Kromhout D, et al.: n–3 Fatty Acids and Cardiovascular Events after Myocardial Infarction. N Engl J Med 2010;363:2015-26.

These investigators conducted a multi-center, double-blind, placebo-controlled trial to examine the effect of eicosapentaenoic acid (EPA) and docosahexaenoic acid (DHA) from fish oil and of the plant-derived alpha-linolenic acid (ALA) in 4837 elderly patients who had already had a myocardial infarction. It should be noted here also that all of these subjects with previously documented heart disease were also receiving state-of-the-art antihypertensive, antithrombotic, and lipid modifying therapy. The investigators formulated four margarines that were supplemented with one of the following: EPA-DHA, ALA, EPA-DHA+ALA, or placebo. They randomly assigned subjects to receive one of the four margarines. The authors found that neither the EPA-DHA supplemented margarine, nor the ALA supplemented margarine reduced the incidence of major coronary events. However, it should also be noted that the actual consumption of the active agents varied depending on consumption of margarine, and the average consumption of EPA-DHA was only 226 mg of EPA and 150 mg of DHA., which is quite low.

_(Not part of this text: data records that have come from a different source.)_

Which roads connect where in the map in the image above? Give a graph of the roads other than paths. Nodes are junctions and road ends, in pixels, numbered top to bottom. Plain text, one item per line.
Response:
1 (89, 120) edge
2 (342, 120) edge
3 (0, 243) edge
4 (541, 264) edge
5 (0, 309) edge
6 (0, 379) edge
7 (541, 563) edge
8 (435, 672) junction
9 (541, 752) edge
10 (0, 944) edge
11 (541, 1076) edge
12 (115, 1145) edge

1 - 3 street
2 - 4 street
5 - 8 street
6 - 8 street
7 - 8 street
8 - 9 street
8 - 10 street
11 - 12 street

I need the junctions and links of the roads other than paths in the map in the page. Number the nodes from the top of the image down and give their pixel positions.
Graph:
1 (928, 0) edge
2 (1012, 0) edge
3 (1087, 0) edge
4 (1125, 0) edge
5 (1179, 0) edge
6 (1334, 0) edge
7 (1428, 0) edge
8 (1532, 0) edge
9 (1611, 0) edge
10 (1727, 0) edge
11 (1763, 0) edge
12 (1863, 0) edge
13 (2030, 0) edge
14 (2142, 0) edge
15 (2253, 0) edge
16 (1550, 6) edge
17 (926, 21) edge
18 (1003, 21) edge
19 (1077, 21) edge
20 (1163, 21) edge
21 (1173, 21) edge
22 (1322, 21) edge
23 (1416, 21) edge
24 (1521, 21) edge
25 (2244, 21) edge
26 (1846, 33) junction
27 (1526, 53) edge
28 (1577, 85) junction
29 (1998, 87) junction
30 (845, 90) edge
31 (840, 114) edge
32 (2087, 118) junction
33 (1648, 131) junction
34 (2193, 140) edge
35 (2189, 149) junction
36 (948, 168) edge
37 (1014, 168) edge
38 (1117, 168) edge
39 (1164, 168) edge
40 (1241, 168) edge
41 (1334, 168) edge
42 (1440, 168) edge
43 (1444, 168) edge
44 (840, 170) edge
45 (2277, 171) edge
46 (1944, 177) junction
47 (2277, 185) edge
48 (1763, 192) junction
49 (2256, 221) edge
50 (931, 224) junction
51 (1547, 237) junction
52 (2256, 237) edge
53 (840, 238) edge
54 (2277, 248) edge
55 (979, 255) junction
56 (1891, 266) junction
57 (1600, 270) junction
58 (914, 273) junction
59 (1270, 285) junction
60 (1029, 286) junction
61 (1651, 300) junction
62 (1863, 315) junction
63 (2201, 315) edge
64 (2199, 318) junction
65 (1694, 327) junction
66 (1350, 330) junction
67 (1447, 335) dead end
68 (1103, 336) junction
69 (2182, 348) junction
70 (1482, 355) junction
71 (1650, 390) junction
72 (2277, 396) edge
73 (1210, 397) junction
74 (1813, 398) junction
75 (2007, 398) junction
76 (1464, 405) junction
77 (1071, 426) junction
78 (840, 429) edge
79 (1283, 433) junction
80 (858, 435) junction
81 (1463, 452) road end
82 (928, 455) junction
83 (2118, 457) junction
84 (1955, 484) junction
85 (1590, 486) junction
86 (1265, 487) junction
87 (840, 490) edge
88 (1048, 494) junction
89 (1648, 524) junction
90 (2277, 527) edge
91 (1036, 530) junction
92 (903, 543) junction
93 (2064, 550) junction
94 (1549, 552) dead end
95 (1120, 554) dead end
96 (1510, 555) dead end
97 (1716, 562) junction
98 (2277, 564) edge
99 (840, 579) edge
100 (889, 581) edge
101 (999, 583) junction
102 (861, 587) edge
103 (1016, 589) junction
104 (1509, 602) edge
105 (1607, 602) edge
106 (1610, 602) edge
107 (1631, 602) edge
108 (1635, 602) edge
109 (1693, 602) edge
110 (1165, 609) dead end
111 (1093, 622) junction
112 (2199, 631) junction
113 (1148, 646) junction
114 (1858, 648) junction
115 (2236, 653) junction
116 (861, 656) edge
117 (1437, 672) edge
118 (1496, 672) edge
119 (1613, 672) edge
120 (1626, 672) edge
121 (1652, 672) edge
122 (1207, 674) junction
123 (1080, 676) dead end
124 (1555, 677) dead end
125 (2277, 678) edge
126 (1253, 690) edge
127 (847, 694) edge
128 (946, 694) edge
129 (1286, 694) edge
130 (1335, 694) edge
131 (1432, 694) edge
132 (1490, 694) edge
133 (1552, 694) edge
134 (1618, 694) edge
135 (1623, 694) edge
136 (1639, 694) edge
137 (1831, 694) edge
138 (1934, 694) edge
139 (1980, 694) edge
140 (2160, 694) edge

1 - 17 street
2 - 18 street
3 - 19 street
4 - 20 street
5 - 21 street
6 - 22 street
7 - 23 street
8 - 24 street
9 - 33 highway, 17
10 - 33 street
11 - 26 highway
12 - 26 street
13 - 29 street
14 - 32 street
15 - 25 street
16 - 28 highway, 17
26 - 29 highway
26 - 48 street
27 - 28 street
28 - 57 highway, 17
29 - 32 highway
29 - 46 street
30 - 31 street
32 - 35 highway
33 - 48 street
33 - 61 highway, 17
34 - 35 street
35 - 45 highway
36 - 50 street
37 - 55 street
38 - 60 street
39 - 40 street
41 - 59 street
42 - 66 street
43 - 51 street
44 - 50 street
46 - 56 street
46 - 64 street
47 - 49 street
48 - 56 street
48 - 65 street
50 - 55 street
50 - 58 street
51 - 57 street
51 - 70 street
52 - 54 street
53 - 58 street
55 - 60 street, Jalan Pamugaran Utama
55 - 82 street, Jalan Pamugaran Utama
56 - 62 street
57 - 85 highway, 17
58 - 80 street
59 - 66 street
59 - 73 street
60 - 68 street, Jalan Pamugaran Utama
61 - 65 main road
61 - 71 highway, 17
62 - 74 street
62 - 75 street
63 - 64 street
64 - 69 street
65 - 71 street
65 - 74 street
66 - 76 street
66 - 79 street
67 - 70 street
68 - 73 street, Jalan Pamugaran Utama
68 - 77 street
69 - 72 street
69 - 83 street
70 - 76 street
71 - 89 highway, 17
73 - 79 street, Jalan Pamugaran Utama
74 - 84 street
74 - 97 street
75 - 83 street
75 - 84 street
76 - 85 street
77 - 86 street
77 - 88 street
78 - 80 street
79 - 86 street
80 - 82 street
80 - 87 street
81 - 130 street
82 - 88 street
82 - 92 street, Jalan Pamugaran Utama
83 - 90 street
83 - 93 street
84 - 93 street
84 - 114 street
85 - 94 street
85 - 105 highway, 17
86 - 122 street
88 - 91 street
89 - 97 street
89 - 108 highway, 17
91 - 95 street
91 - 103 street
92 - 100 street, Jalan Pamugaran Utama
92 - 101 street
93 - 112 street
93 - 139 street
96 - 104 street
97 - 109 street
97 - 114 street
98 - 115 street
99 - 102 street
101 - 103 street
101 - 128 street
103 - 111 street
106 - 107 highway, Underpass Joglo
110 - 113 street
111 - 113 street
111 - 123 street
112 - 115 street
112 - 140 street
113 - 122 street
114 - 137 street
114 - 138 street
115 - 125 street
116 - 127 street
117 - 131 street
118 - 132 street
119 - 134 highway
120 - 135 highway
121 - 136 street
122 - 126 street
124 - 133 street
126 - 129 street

Kwak SM, Myung SK, Lee YJ, Seo HG; Korean Meta-analysis Study Group. Efficacy of omega-3 fatty acid supplements (eicosapentaenoic acid and docosahexaenoic acid) in the secondary prevention of cardiovascular disease: a meta-analysis of randomized, double-blind, placebo-controlled trials. Arch Intern Med. 2012;172(9):686-94.

In 2012 this study group conducted a meta-analysis of randomized clinical trials examining the effectiveness of fish oil supplementation in patients with known coronary heart disease. They concluded that there was insufficient evidence of a secondary preventive effect of omega-3 fatty acid supplements against overall cardiovascular events among patients with a history of cardiovascular disease.

In the same issue of the Archives of Internal Medicine there was an invited commentary by Dr. Frank Hu and Dr. Joanne Manson from the Department Epidemiology at Harvard School of Public Health: 

Excerpts from an invited commentary by Frank B. Hu, MD, PhD; JoAnn E. Manson, MD, DrPH in Arch Intern Med. 2012;172(9):694-696 May 14, 2012.

"Omega-3 Fatty Acids and Secondary Prevention of Cardiovascular Disease—Is It Just a Fish Tale?:  Comment on "Efficacy of Omega-3 Fatty Acid Supplements (Eicosapentaenoic Acid and Docosahexaenoic Acid) in the Secondary Prevention of Cardiovascular Disease"

"One question that has been raised is why more recent trials ... have not replicated significant effects of fish oil supplementation on secondary prevention of CVD that were found in earlier trials. Differences in study designs, population characteristics, and types and dosages of omega-3 fatty acids are possible explanations. Most important, the newer trials were each substantially underpowered and unable to detect significant small to modest benefits on CVD outcomes because of their small sample sizes and much lower-than-expected event rates.  

Another explanation could be that the patients in the more recent trials received much better treatment with statins and antithrombotic and antihypertensive medications than those in earlier trials.

The additional benefits of fish oil supplementation or any other therapy on top of statins, β-blockers, angiotensin-converting enzyme inhibitors, and other cardiovascular medications are likely to be small; therefore, a much larger sample size is critical to achieve sufficient power.

Another important question is whether fish oil has different effects in primary and secondary prevention of CVD.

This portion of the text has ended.